■ **Given entries**:

* * * * * * *

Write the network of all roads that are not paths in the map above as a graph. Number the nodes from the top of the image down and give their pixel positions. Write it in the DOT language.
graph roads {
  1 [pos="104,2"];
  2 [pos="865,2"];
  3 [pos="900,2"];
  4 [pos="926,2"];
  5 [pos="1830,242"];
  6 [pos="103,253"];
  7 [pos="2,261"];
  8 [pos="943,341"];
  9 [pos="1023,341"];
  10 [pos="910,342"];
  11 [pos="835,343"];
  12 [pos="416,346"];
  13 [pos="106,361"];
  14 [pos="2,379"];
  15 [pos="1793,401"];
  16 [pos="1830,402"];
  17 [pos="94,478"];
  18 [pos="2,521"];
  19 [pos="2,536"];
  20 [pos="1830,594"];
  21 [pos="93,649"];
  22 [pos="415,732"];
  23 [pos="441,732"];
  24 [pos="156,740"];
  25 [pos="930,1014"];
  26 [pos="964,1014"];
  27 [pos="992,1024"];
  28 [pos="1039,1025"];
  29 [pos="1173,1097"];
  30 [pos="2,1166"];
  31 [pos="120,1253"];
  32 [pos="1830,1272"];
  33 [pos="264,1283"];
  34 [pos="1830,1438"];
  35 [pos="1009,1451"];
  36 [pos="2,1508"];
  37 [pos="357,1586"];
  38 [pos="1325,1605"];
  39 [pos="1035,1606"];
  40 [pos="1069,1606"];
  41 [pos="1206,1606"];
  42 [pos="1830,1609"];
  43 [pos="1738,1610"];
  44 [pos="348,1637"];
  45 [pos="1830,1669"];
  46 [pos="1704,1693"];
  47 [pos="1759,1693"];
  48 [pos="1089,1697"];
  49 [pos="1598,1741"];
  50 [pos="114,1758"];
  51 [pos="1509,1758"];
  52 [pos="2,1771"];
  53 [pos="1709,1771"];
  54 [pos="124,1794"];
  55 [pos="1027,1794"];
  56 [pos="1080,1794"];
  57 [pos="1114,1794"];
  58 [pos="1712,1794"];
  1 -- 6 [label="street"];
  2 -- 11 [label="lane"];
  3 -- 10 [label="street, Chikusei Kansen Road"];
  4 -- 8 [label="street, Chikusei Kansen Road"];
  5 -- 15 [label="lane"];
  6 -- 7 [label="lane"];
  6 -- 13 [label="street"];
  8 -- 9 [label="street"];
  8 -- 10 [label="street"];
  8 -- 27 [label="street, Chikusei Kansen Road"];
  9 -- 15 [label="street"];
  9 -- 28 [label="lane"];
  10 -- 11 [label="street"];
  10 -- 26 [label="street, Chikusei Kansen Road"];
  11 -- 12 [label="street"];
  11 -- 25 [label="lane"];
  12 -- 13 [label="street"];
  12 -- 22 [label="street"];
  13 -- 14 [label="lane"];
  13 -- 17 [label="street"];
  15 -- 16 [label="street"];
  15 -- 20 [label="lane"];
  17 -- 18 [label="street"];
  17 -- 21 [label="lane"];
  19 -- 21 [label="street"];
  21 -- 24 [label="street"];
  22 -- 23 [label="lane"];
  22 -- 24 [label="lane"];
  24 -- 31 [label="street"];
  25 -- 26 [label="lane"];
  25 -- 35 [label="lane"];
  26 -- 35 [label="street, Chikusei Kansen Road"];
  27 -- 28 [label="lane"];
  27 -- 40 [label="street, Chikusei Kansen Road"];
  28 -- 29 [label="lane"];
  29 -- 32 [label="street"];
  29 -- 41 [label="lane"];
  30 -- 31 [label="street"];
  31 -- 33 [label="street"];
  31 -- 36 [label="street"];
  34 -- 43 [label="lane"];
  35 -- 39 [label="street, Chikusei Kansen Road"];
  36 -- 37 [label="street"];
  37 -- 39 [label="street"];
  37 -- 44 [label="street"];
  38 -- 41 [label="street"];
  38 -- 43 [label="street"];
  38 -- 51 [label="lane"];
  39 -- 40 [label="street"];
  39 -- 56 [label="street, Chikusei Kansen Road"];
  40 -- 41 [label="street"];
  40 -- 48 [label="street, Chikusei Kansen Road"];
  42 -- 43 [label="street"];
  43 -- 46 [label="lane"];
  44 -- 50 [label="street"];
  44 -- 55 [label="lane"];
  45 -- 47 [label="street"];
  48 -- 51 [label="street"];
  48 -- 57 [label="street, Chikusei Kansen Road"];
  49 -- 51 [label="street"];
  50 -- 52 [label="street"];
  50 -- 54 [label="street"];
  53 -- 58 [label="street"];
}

* * * * * * *

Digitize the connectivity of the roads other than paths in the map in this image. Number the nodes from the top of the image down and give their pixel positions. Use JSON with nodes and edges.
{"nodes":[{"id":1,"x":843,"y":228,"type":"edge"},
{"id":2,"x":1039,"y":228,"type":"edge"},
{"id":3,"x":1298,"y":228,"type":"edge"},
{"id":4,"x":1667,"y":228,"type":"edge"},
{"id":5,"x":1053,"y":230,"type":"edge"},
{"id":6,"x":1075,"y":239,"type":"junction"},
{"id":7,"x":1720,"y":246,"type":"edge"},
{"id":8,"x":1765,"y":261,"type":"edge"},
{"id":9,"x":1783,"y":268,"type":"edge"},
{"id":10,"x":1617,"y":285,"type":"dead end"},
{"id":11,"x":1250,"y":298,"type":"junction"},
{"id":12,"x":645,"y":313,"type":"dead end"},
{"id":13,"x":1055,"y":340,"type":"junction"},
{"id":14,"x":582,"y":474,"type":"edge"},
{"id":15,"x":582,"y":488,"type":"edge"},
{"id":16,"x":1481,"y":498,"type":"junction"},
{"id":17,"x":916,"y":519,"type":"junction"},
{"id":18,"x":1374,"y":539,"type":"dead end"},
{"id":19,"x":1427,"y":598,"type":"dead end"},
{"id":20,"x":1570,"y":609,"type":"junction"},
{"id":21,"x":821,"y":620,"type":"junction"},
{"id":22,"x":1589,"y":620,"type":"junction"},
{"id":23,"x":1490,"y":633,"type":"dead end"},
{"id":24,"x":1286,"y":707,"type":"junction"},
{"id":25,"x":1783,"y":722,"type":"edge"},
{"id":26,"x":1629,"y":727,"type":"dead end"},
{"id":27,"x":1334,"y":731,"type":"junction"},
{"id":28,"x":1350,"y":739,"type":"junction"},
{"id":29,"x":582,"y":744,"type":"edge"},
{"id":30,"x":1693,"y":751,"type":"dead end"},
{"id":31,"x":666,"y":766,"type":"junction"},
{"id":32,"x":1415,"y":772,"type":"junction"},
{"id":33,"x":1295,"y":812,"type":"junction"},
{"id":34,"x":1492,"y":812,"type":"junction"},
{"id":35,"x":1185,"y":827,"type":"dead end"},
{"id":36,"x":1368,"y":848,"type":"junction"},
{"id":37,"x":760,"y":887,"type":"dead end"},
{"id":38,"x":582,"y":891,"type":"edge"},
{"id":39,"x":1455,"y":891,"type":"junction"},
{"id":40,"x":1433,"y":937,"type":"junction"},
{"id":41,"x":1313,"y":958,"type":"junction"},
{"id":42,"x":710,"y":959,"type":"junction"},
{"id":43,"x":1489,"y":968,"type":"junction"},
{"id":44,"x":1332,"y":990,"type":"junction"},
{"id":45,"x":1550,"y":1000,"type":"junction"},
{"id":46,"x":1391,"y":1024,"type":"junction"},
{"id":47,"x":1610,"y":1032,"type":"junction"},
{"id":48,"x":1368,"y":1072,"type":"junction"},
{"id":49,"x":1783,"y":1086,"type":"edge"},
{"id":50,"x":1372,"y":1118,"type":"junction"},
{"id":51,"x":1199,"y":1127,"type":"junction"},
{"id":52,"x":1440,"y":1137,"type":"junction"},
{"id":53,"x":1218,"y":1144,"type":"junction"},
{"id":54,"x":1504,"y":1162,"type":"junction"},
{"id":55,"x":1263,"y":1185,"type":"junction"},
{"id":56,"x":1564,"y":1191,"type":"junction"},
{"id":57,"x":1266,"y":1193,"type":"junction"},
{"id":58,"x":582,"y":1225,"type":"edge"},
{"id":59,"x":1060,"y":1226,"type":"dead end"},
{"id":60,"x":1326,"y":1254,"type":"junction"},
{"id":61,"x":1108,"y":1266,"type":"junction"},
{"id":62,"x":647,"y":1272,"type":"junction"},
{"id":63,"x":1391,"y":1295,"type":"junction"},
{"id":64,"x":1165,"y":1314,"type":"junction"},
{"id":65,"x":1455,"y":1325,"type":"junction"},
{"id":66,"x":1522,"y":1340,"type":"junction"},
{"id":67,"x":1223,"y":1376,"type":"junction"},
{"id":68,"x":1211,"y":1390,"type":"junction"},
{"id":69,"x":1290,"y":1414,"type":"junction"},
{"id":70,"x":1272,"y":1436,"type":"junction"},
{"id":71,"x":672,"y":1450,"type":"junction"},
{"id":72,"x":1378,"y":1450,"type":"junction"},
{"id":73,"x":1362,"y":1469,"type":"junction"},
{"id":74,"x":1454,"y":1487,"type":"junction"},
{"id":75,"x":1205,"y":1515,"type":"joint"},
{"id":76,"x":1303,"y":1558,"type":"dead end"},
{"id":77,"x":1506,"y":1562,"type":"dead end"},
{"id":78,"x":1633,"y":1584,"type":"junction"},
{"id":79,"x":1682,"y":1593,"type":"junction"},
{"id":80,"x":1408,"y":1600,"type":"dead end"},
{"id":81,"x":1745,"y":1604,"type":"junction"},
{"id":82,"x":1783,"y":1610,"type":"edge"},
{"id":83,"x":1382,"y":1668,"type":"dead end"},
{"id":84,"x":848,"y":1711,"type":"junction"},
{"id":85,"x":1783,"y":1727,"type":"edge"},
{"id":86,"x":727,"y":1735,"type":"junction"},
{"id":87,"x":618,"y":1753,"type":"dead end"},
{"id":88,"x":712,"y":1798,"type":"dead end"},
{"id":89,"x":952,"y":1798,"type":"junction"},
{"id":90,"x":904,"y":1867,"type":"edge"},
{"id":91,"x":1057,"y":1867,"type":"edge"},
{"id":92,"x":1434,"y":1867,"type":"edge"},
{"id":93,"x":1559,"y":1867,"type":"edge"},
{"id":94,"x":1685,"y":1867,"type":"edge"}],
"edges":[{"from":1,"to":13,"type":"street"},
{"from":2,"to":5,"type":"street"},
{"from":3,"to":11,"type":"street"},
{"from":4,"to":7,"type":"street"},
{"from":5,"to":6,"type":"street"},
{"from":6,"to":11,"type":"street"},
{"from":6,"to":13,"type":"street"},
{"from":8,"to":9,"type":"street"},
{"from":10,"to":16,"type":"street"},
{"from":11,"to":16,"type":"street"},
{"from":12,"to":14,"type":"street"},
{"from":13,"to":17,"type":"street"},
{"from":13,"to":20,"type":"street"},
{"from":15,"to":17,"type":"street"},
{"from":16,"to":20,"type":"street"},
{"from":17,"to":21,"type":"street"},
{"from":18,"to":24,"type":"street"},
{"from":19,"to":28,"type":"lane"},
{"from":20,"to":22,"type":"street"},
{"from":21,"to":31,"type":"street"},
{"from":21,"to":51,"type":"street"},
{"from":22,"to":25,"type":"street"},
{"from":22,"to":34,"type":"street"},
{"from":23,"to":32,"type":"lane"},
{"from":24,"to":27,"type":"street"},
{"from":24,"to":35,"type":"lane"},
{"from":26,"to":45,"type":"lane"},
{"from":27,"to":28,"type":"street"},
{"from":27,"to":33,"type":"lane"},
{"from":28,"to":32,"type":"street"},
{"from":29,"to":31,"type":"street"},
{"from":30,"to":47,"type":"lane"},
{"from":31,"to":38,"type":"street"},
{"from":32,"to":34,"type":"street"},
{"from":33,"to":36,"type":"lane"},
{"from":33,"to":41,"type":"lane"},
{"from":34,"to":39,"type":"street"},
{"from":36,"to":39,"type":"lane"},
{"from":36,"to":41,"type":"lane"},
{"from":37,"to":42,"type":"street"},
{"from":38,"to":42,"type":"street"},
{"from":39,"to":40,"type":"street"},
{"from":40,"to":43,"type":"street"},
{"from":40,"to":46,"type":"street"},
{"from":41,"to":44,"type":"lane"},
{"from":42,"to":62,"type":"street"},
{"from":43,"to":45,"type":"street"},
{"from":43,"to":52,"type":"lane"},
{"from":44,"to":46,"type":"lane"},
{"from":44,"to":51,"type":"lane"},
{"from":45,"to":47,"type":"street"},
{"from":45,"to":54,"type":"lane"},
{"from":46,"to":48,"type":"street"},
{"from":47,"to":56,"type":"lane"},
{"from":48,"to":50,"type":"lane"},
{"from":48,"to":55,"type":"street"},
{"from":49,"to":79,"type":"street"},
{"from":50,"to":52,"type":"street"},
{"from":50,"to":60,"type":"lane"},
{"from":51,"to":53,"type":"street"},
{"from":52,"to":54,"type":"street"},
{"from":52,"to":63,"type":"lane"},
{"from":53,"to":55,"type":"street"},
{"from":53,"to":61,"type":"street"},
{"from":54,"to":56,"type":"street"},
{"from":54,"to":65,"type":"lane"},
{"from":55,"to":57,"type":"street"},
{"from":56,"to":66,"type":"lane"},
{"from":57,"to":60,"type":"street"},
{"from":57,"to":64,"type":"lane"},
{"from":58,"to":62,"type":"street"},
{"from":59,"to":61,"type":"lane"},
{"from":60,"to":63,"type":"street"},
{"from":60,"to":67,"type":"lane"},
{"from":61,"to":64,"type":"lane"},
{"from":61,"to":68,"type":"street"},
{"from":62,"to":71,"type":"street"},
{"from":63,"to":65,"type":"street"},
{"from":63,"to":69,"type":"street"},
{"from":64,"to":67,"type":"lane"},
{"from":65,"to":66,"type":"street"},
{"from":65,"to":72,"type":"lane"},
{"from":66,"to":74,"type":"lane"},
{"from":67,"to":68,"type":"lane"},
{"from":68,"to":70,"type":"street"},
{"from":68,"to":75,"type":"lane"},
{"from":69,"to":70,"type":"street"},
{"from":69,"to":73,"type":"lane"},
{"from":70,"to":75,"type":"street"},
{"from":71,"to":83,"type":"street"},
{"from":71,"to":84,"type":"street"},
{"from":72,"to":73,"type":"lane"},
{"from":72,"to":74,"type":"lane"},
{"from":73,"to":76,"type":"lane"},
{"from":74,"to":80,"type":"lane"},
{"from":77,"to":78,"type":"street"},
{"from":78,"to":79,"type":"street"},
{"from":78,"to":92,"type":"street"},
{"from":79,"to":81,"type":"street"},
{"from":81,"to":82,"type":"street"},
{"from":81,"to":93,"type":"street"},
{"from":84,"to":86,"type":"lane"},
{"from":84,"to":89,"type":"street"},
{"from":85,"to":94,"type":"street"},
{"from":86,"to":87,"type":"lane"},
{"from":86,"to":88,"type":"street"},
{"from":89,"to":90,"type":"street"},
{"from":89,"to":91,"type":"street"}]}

* * * * * * *

■ **Work order**: Report each line of the entries where the word "graph" occurs.

■ **Worked solution**:
Write the network of all roads that are not paths in the map above as a graph. Number the nodes from the top of the image down and give their pixel positions. Write it in the DOT language.
graph roads {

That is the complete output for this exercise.